Monday, Mar. 14, 1960
A Word of Warning
Italy was in the midst of a government crisis again, created by the downfall of wispy, white-haired Premier Antonio Segni. But what seemed only an annual event (Premiers have averaged ten months in office since Italy's late great Alcide de Gasperi was defeated in 1953) became something more last week. Courteous, conservative Cesare Merzagora, 61, longtime president of Italy's Senate, dramatically posed a fundamental question: How healthy is Italy's 15-year-old postwar democracy?

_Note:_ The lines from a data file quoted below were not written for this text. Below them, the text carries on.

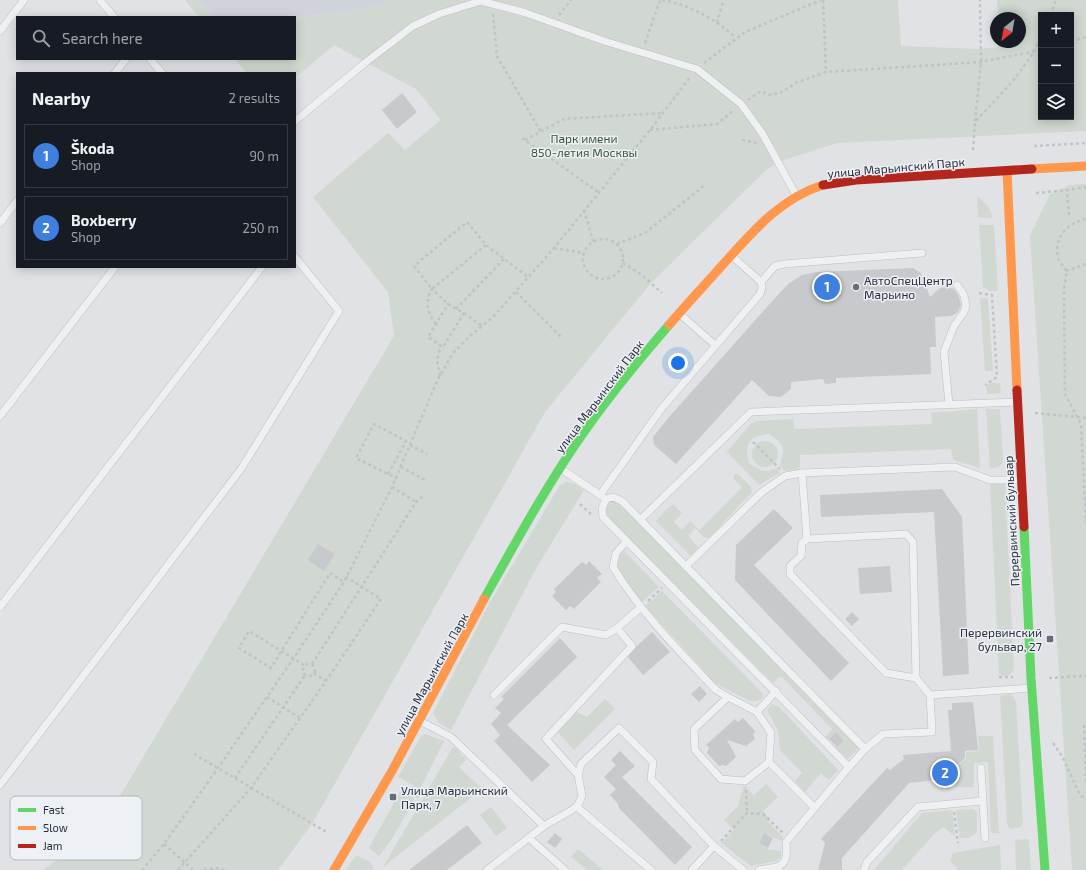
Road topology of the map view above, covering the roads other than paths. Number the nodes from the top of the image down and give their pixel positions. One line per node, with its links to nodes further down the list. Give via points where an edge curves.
1 (24, 0): 5 (lane)
2 (100, 0): 4 (lane)
3 (481, 0): 10 (lane, via 413,26); 13 (lane, via 604,41 697,68 740,104 762,133)
4 (113, 16)
5 (0, 31)
6 (125, 60): 8 (lane)
7 (151, 60): 9 (lane)
8 (117, 72)
9 (161, 72)
10 (296, 120)
11 (1086, 166): 12 (main road, улица Марьинский Парк)
12 (1007, 171): 13 (main road, улица Марьинский Парк, via 838,182 813,188); 25 (main road, Перервинский бульвар)
13 (796, 196): 17 (main road, улица Марьинский Парк, via 764,221)
14 (16, 202): 15 (lane)
15 (0, 223)
16 (922, 253): 21 (lane, via 784,264 775,266)
17 (732, 256): 21 (lane); 23 (main road, улица Марьинский Парк)
18 (296, 259): 52 (lane, via 339,311 241,469)
19 (114, 268): 27 (lane)
20 (261, 268): 36 (lane)
21 (761, 282): 24 (lane, via 760,294)
22 (958, 285): 26 (lane, via 964,295 966,306 954,326 944,352)
23 (679, 313): 24 (lane); 28 (main road, улица Марьинский Парк, via 621,383)
24 (715, 345): 31 (lane, via 662,408)
25 (1018, 402): 26 (lane); 30 (main road, Перервинский бульвар)
26 (949, 404): 32 (lane, via 751,412)
27 (0, 416)
28 (560, 468): 31 (lane); 46 (main road, улица Марьинский Парк)
29 (802, 474): 30 (lane, via 955,467 990,480); 33 (lane); 35 (lane, via 785,476 762,492)
30 (1021, 480): 40 (main road, Перервинский бульвар)
31 (603, 497): 32 (lane, via 614,496); 34 (lane, via 603,517)
32 (641, 519): 35 (lane)
33 (807, 539): 39 (lane, via 802,543 801,556 790,566 790,574 886,672); 39 (lane, via 906,534 913,542)
34 (627, 541): 37 (lane, via 616,553 613,567); 41 (lane)
35 (686, 566): 47 (lane)
36 (0, 607)
37 (640, 608): 38 (lane); 44 (lane, via 716,690)
38 (617, 628): 42 (lane, via 606,635 562,627); 51 (lane, via 632,646 546,739)
39 (916, 678): 43 (lane)
40 (1031, 688): 43 (lane); 69 (main road, Перервинский бульвар)
41 (776, 691): 45 (lane); 49 (lane)
42 (494, 695)
43 (930, 695): 47 (lane, via 932,732 884,734)
44 (728, 697): 45 (lane); 48 (lane, via 694,729 695,750 721,779 745,781)
45 (757, 712): 48 (lane, via 771,733)
46 (418, 720): 56 (lane, via 451,737); 61 (main road, улица Марьинский Парк, via 394,768)
47 (865, 749): 49 (lane)
48 (769, 762): 55 (lane)
49 (849, 767): 55 (lane)
50 (981, 768): 53 (lane)
51 (578, 774): 54 (lane, via 582,796); 59 (lane, via 582,764 620,728 653,762 651,779)
52 (0, 785)
53 (982, 801): 58 (lane); 68 (lane, via 918,807 867,862)
54 (577, 807): 56 (lane); 64 (lane)
55 (814, 807): 60 (lane, via 786,842 787,859)
56 (544, 826): 57 (lane)
57 (529, 838): 62 (lane); 63 (lane)
58 (985, 838)
59 (715, 846): 65 (lane); 66 (lane)
60 (778, 868): 67 (lane)
61 (334, 870)
62 (487, 870)
63 (565, 870)
64 (651, 870)
65 (692, 870)
66 (743, 870)
67 (759, 870)
68 (864, 870)
69 (1045, 870)

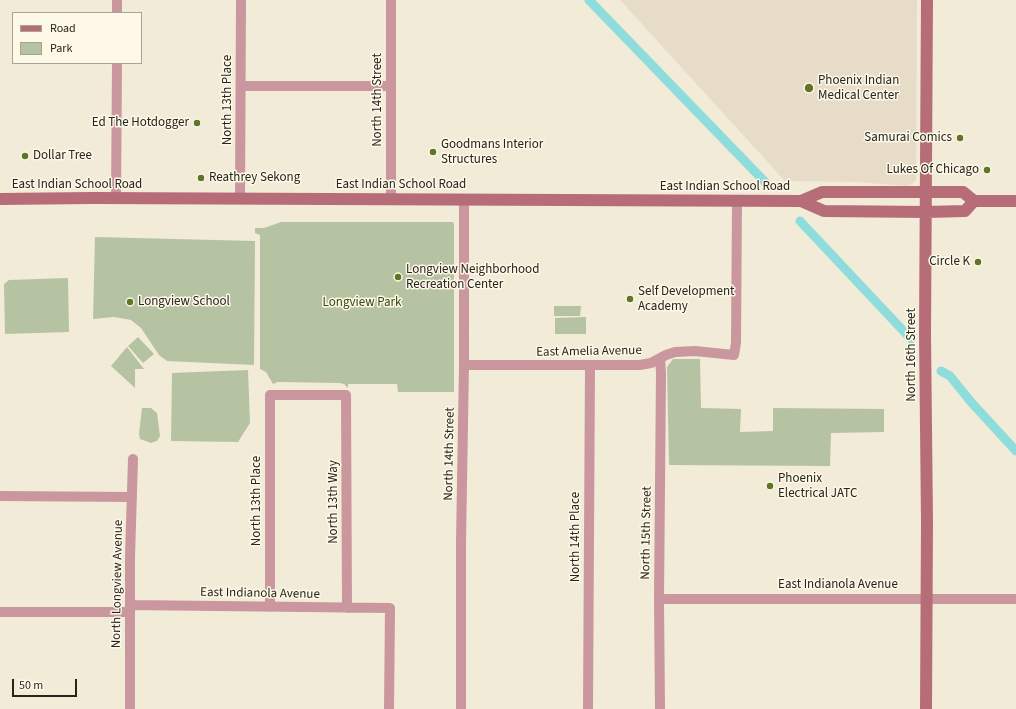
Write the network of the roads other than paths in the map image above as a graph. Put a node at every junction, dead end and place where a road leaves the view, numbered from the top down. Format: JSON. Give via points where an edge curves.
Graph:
{"nodes":[{"id":1,"x":117,"y":0,"type":"edge"},
{"id":2,"x":241,"y":0,"type":"edge"},
{"id":3,"x":391,"y":0,"type":"edge"},
{"id":4,"x":927,"y":0,"type":"edge"},
{"id":5,"x":117,"y":12,"type":"edge"},
{"id":6,"x":117,"y":64,"type":"edge"},
{"id":7,"x":241,"y":86,"type":"junction"},
{"id":8,"x":391,"y":86,"type":"junction"},
{"id":9,"x":926,"y":192,"type":"junction"},
{"id":10,"x":0,"y":199,"type":"edge"},
{"id":11,"x":116,"y":199,"type":"junction"},
{"id":12,"x":240,"y":199,"type":"junction"},
{"id":13,"x":391,"y":199,"type":"junction"},
{"id":14,"x":464,"y":200,"type":"junction"},
{"id":15,"x":737,"y":201,"type":"junction"},
{"id":16,"x":801,"y":201,"type":"junction"},
{"id":17,"x":974,"y":201,"type":"junction"},
{"id":18,"x":1016,"y":201,"type":"edge"},
{"id":19,"x":926,"y":212,"type":"junction"},
{"id":20,"x":660,"y":358,"type":"junction"},
{"id":21,"x":464,"y":365,"type":"junction"},
{"id":22,"x":590,"y":365,"type":"junction"},
{"id":23,"x":346,"y":396,"type":"joint"},
{"id":24,"x":133,"y":459,"type":"dead end"},
{"id":25,"x":0,"y":496,"type":"edge"},
{"id":26,"x":132,"y":497,"type":"junction"},
{"id":27,"x":659,"y":599,"type":"junction"},
{"id":28,"x":927,"y":599,"type":"junction"},
{"id":29,"x":1016,"y":599,"type":"edge"},
{"id":30,"x":270,"y":607,"type":"junction"},
{"id":31,"x":347,"y":608,"type":"junction"},
{"id":32,"x":130,"y":609,"type":"junction"},
{"id":33,"x":0,"y":612,"type":"edge"},
{"id":34,"x":130,"y":709,"type":"edge"},
{"id":35,"x":389,"y":709,"type":"edge"},
{"id":36,"x":461,"y":709,"type":"edge"},
{"id":37,"x":588,"y":709,"type":"edge"},
{"id":38,"x":660,"y":709,"type":"edge"},
{"id":39,"x":926,"y":709,"type":"edge"}],
"edges":[{"from":1,"to":5,"type":"street"},
{"from":2,"to":7,"type":"street","name":"North 13th Place"},
{"from":3,"to":8,"type":"street","name":"North 14th Street"},
{"from":4,"to":9,"type":"main road","name":"North 16th Street"},
{"from":6,"to":11,"type":"street"},
{"from":7,"to":8,"type":"street"},
{"from":7,"to":12,"type":"street","name":"North 13th Place"},
{"from":8,"to":13,"type":"street","name":"North 14th Street"},
{"from":9,"to":16,"type":"main road","name":"East Indian School Road","via":[[822,192]]},
{"from":9,"to":17,"type":"main road","name":"East Indian School Road","via":[[963,192]]},
{"from":9,"to":19,"type":"main road","name":"North 16th Street"},
{"from":10,"to":11,"type":"main road","name":"East Indian School Road"},
{"from":11,"to":12,"type":"main road","name":"East Indian School Road"},
{"from":12,"to":13,"type":"main road","name":"East Indian School Road"},
{"from":13,"to":14,"type":"main road","name":"East Indian School Road"},
{"from":14,"to":15,"type":"main road","name":"East Indian School Road"},
{"from":14,"to":21,"type":"street","name":"North 14th Street"},
{"from":15,"to":16,"type":"main road","name":"East Indian School Road"},
{"from":15,"to":20,"type":"street","name":"East Amelia Avenue","via":[[734,355],[695,351],[675,352]]},
{"from":16,"to":19,"type":"main road","name":"East Indian School Road","via":[[824,212]]},
{"from":17,"to":18,"type":"main road","name":"East Indian School Road"},
{"from":17,"to":19,"type":"main road","name":"East Indian School Road","via":[[965,211]]},
{"from":19,"to":28,"type":"main road","name":"North 16th Street"},
{"from":20,"to":22,"type":"street","name":"East Amelia Avenue","via":[[640,365]]},
{"from":20,"to":27,"type":"street","name":"North 15th Street"},
{"from":21,"to":22,"type":"street","name":"East Amelia Avenue"},
{"from":21,"to":36,"type":"street","name":"North 14th Street"},
{"from":22,"to":37,"type":"street","name":"North 14th Place"},
{"from":23,"to":30,"type":"street","name":"North 13th Place","via":[[270,395]]},
{"from":23,"to":31,"type":"street","name":"North 13th Way"},
{"from":24,"to":26,"type":"street","name":"North Longview Avenue"},
{"from":25,"to":26,"type":"street"},
{"from":26,"to":32,"type":"street","name":"North Longview Avenue"},
{"from":27,"to":28,"type":"street","name":"East Indianola Avenue"},
{"from":27,"to":38,"type":"street","name":"North 15th Street"},
{"from":28,"to":29,"type":"street","name":"East Indianola Avenue"},
{"from":28,"to":39,"type":"main road","name":"North 16th Street"},
{"from":30,"to":31,"type":"street","name":"East Indianola Avenue"},
{"from":30,"to":32,"type":"street","name":"East Indianola Avenue"},
{"from":31,"to":35,"type":"street","name":"East Indianola Avenue","via":[[390,608]]},
{"from":32,"to":33,"type":"street","name":"East Indianola Avenue"},
{"from":32,"to":34,"type":"street","name":"North Longview Avenue"}]}
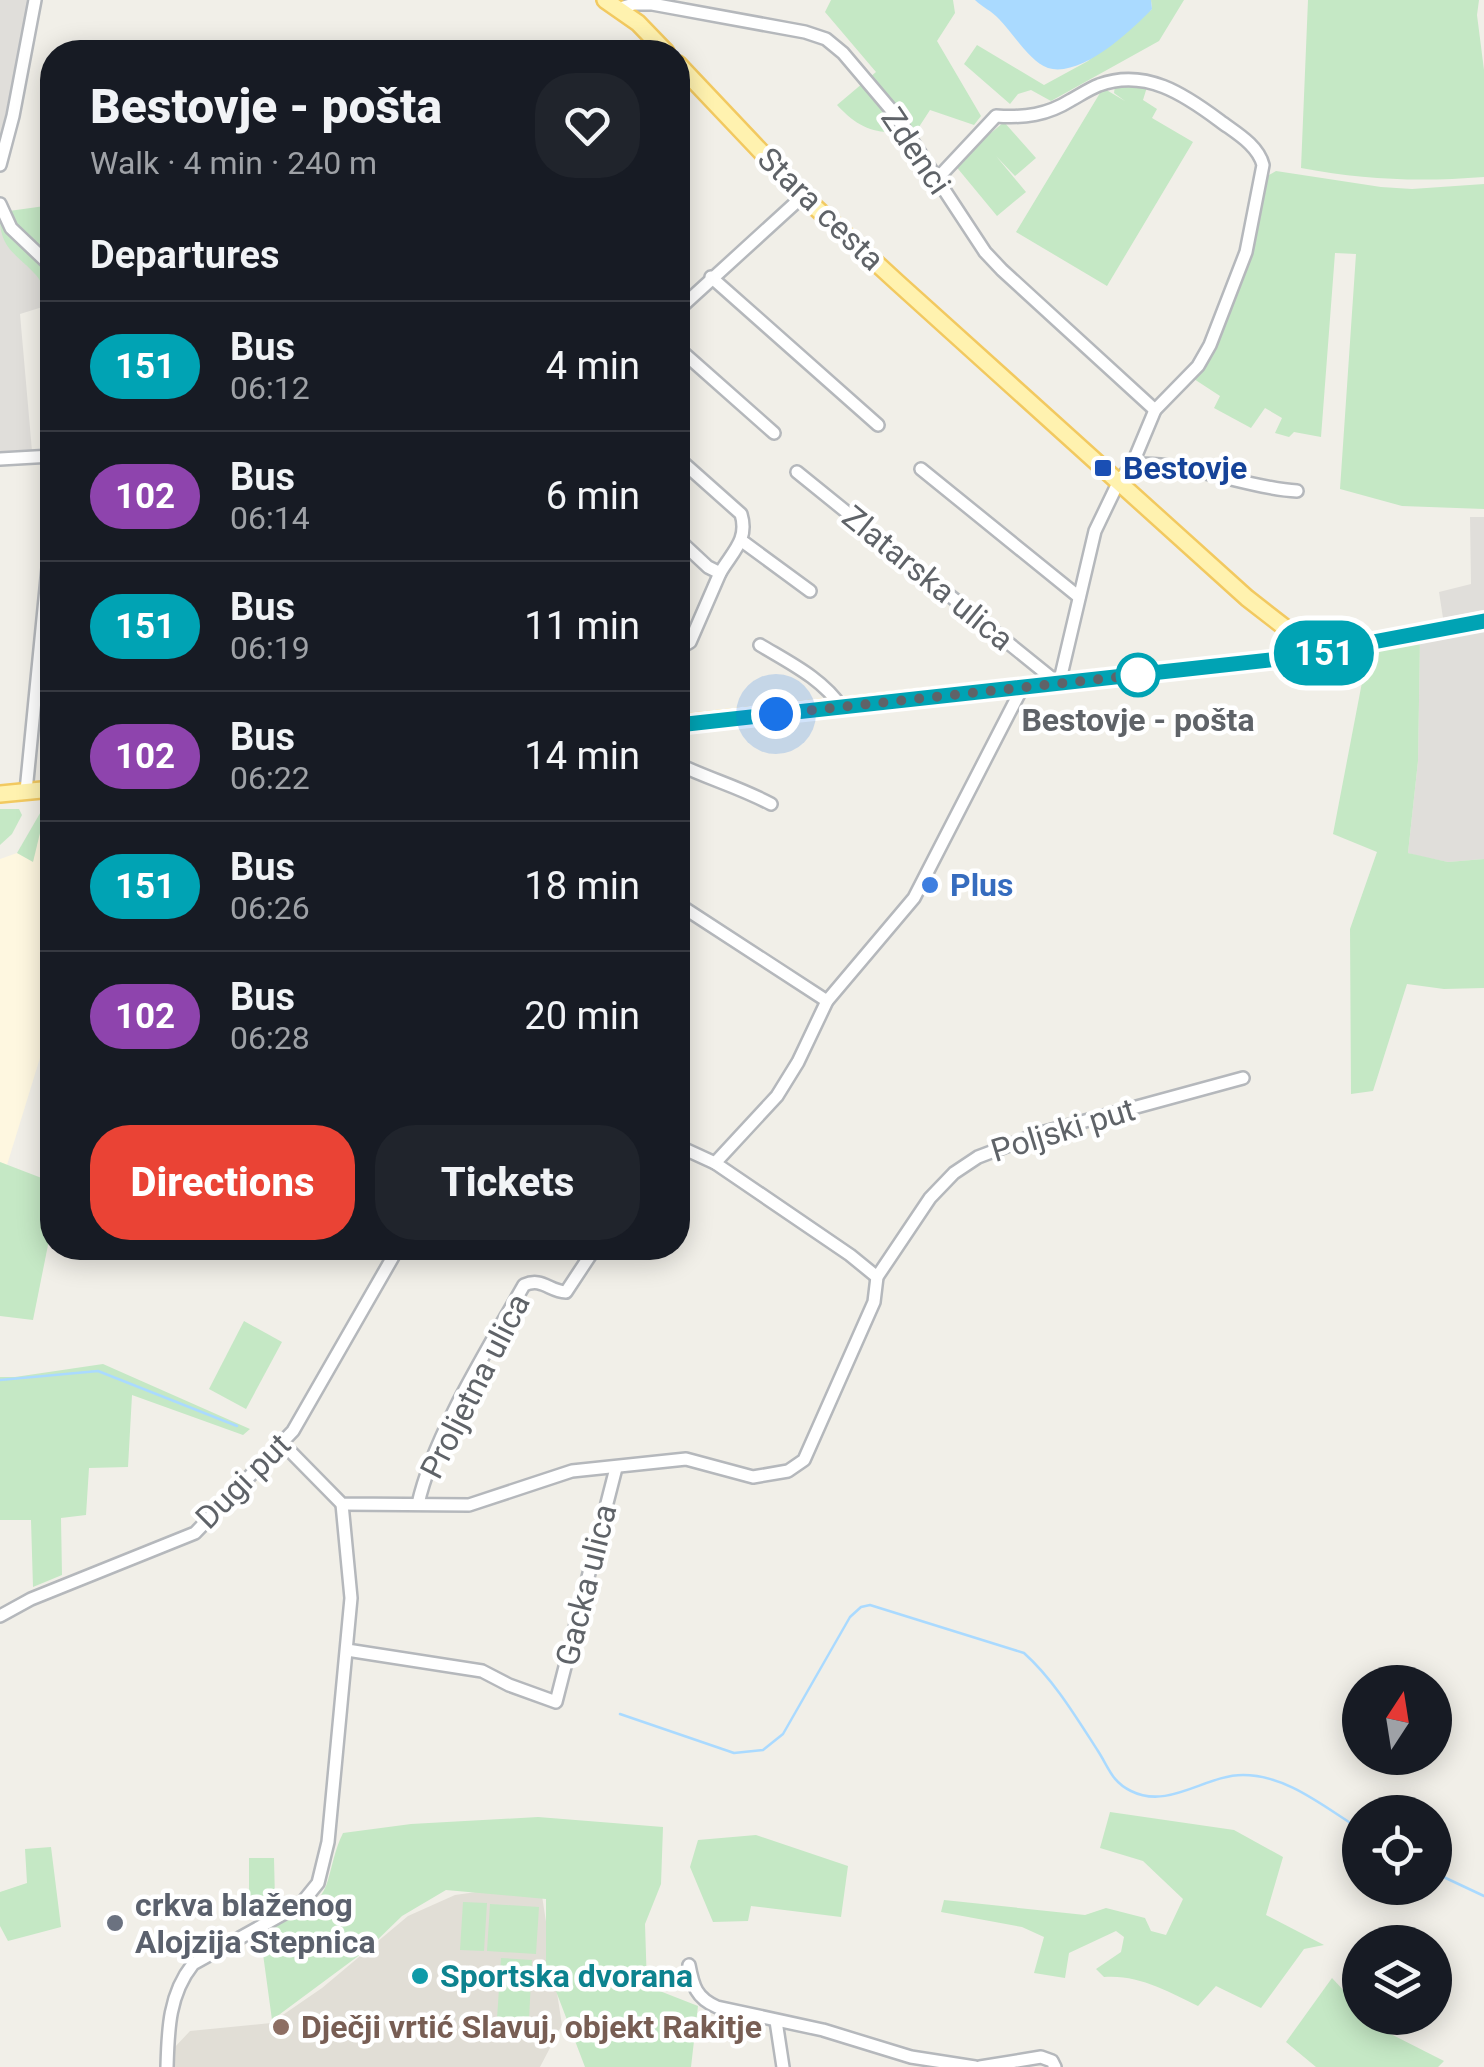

Merzagora's political patience was exhausted by the extralegal manner in which Segni's minority Christian Democratic government tiptoed out of office. Fortnight ago, outraged by President Giovanni Gronchi's humiliating visit to Moscow (TIME, Feb. 22) and convinced that the Christian Democrats were slipping toward an "unclear and unclean agreement" with Italy's big, Red-tainted Socialist Party, Italy's free-enterprising Liberals announced that their 18 Deputies would no longer support Segni. Since this meant that his government could survive only by accepting Fascist support, Segni resigned without even asking for a vote of confidence.
Next day in the Senate, Merzagora coldly pointed out that this was the third Italian government in a row that had been destroyed without any consultation with Parliament. If Italy's party bosses continued to make and unmake governments in cozy backroom deals, said Merzagora, "we might as well turn Parliament into a restricted executive committee to save time and money."
Then, though he himself is a distinguished Milanese businessman, Merzagora also threw in a blunt word of warning about the malign influence exercised on Italy's government by the nation's great capitalists and its huge government corporations, which have steadily expanded since Fascist days. Said he: "An atmosphere of corruption weighs on Italian political life, polluted by speculation and unlawful financial activities . . . If Italy does not soon rediscover the joys of political honesty, very sad prospects lie before us."
Ordinary Italians, painfully aware that their politicians are too absorbed in influence peddling and office seeking to devote much attention to the nation's grave social and economic problems, mostly applauded Merzagora. But Italy's political bosses, leftists and rightists alike, chorused righteously that Merzagora was "discrediting democratic institutions." After the secretary of the Christian Democratic Party complained that the corruption charge might even be "twisted" to apply to Christian Democrats, Merzagora resigned as Senate president. After that, President Gronchi and the party bosses settled down to the agreeable political dickering that, in time, will presumably produce another carefully weighted, immobilized compromise government very like Segni's.